= INSTRUCTIONS TO FOLLOW =
In the copy, include no pictures, but reproduce every record exactly.

= ENTRIES SUPPLIED =
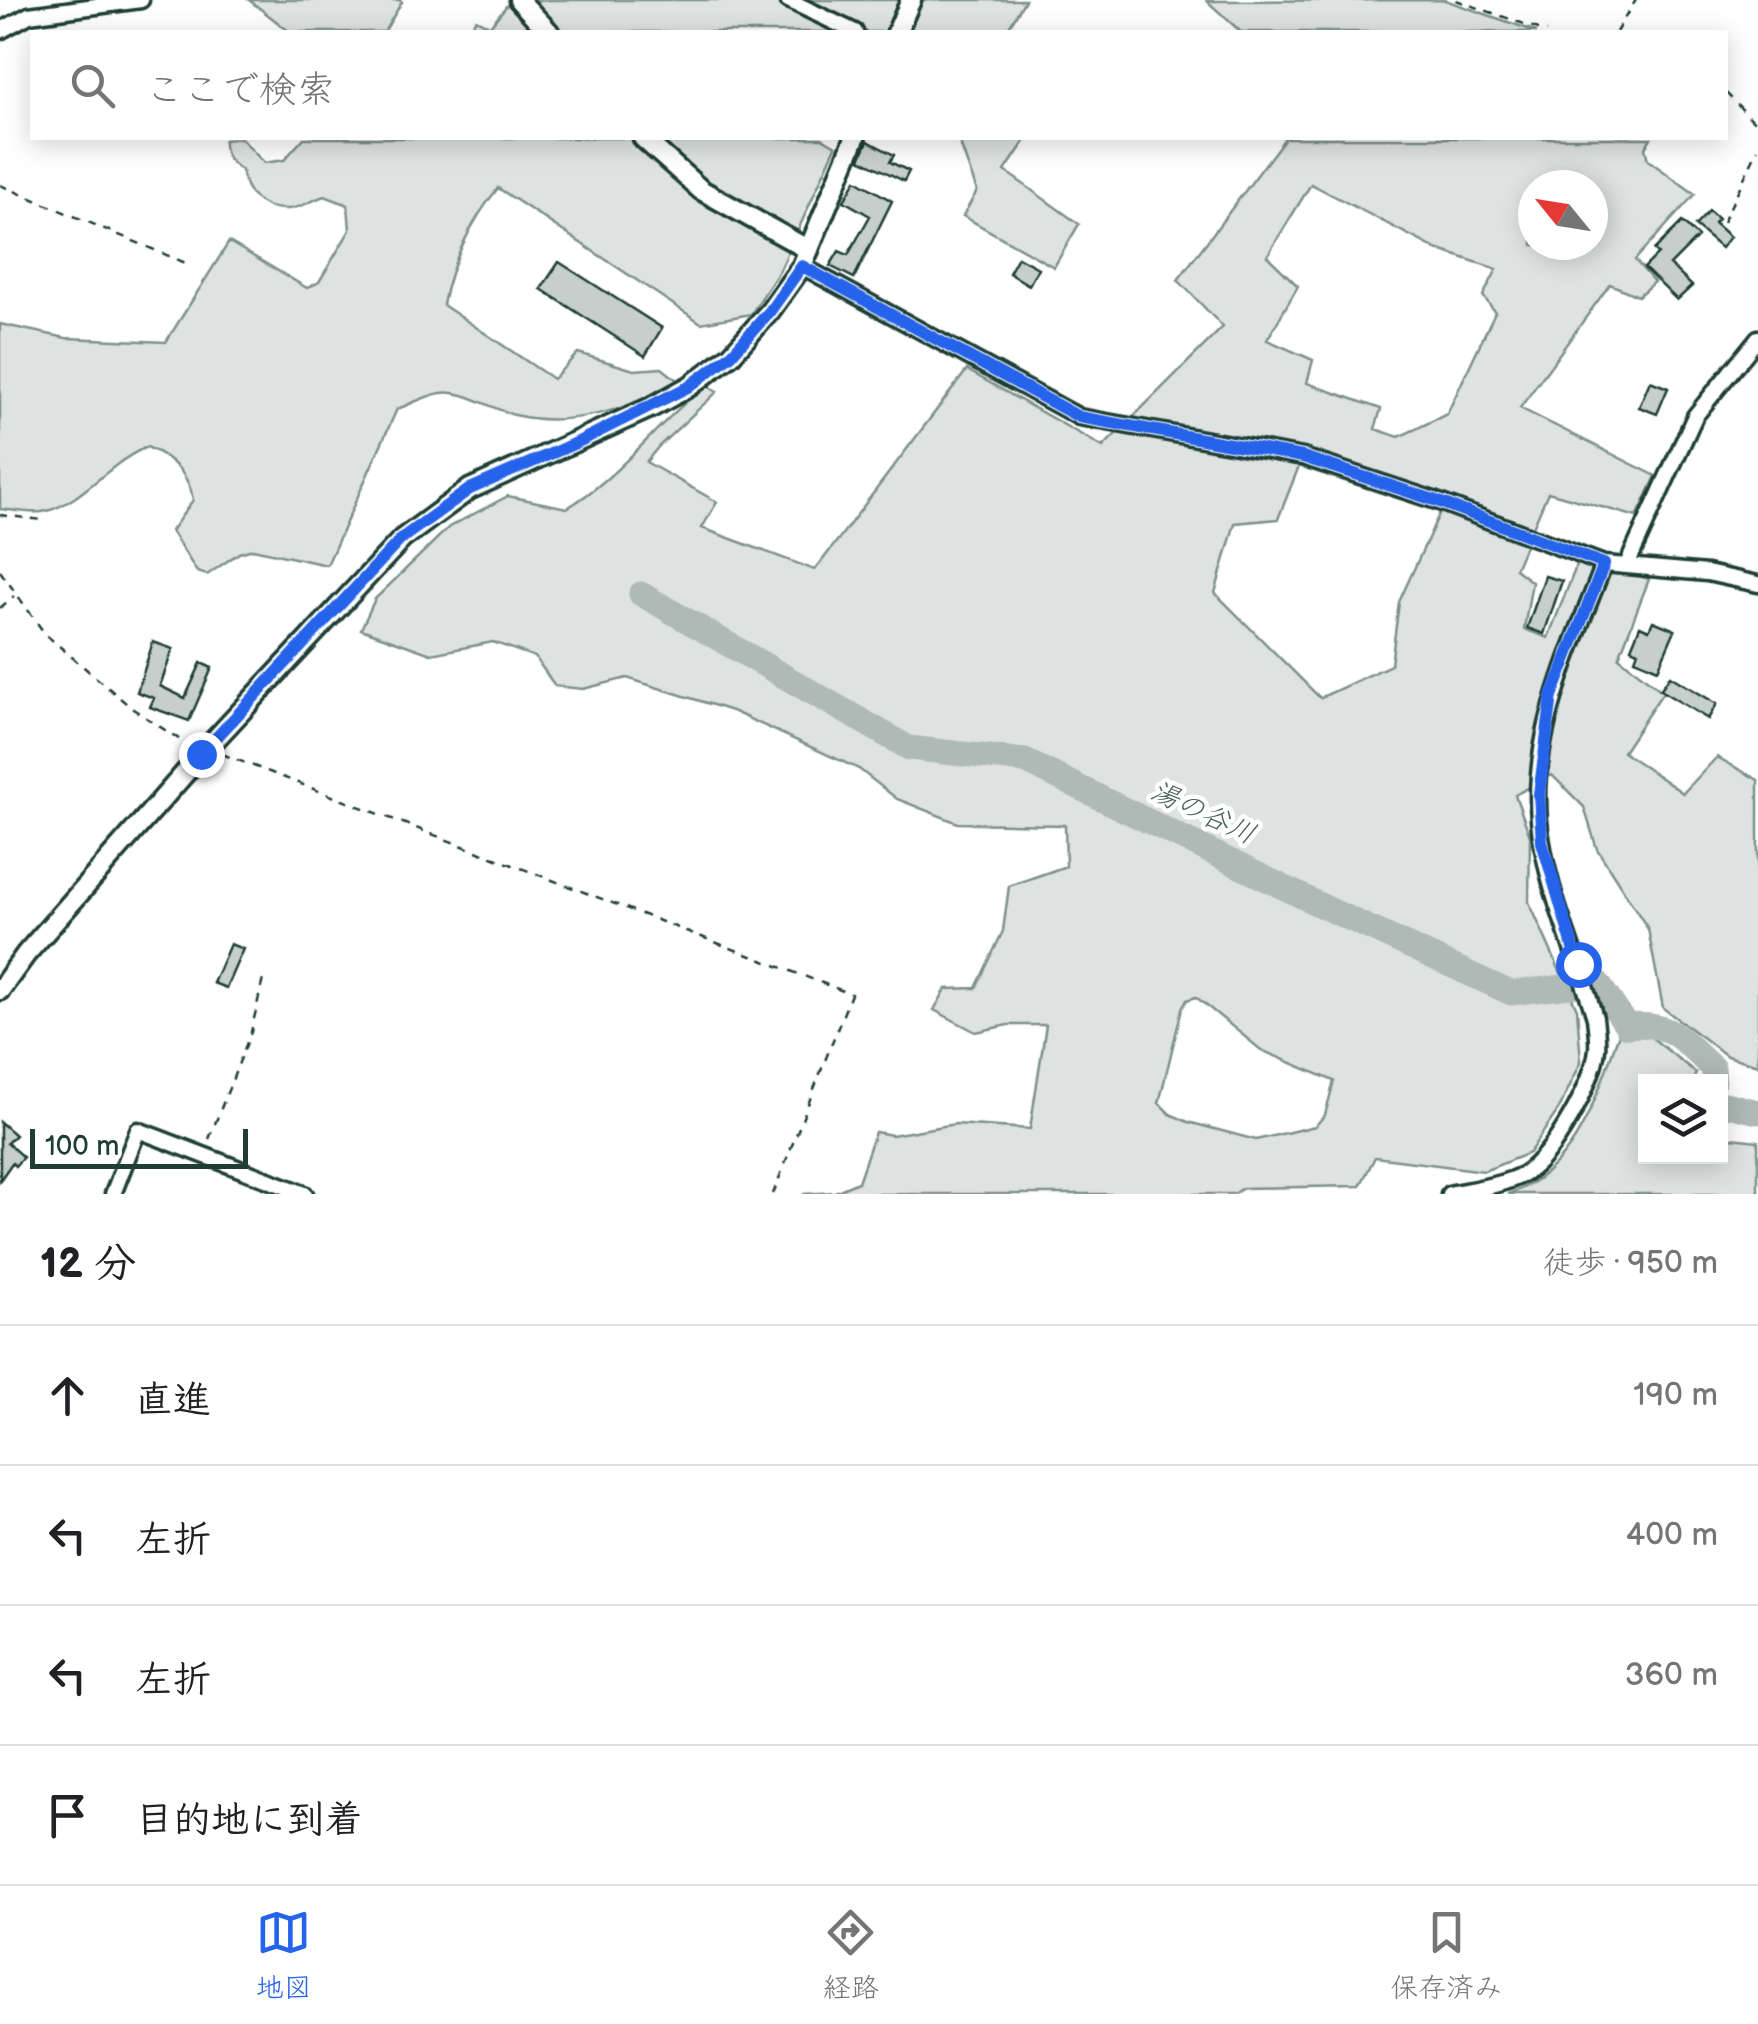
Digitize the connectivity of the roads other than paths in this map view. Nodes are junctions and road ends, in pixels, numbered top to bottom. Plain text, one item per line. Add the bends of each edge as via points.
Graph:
1 (141, 0) edge
2 (519, 0) edge
3 (788, 0) edge
4 (911, 0) edge
5 (547, 30) edge
6 (850, 30) edge
7 (898, 30) edge
8 (0, 31) edge
9 (644, 140) edge
10 (854, 140) edge
11 (806, 258) junction
12 (1758, 338) edge
13 (1604, 564) junction
14 (1627, 565) junction
15 (1758, 584) edge
16 (0, 990) edge
17 (113, 1194) edge
18 (305, 1194) edge
19 (1449, 1194) edge

1 - 8 street via 29,15
2 - 5 street
3 - 6 street
4 - 7 street
9 - 11 street via 702,190
10 - 11 street
11 - 13 street via 1079,417 1303,457
11 - 16 street via 731,355 690,386 470,489 402,538 204,751
12 - 14 street via 1695,416
13 - 14 street
13 - 19 street via 1552,696 1539,794 1542,842 1595,1018 1591,1076 1546,1156 1524,1174
14 - 15 street
17 - 18 street via 138,1130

= RESPONSE AREA =
Digitize the connectivity of the roads other than paths in this map view. Nodes are junctions and road ends, in pixels, numbered top to bottom. Plain text, one item per line. Add the bends of each edge as via points.
Graph:
1 (141, 0) edge
2 (519, 0) edge
3 (788, 0) edge
4 (911, 0) edge
5 (547, 30) edge
6 (850, 30) edge
7 (898, 30) edge
8 (0, 31) edge
9 (644, 140) edge
10 (854, 140) edge
11 (806, 258) junction
12 (1758, 338) edge
13 (1604, 564) junction
14 (1627, 565) junction
15 (1758, 584) edge
16 (0, 990) edge
17 (113, 1194) edge
18 (305, 1194) edge
19 (1449, 1194) edge

1 - 8 street via 29,15
2 - 5 street
3 - 6 street
4 - 7 street
9 - 11 street via 702,190
10 - 11 street
11 - 13 street via 1079,417 1303,457
11 - 16 street via 731,355 690,386 470,489 402,538 204,751
12 - 14 street via 1695,416
13 - 14 street
13 - 19 street via 1552,696 1539,794 1542,842 1595,1018 1591,1076 1546,1156 1524,1174
14 - 15 street
17 - 18 street via 138,1130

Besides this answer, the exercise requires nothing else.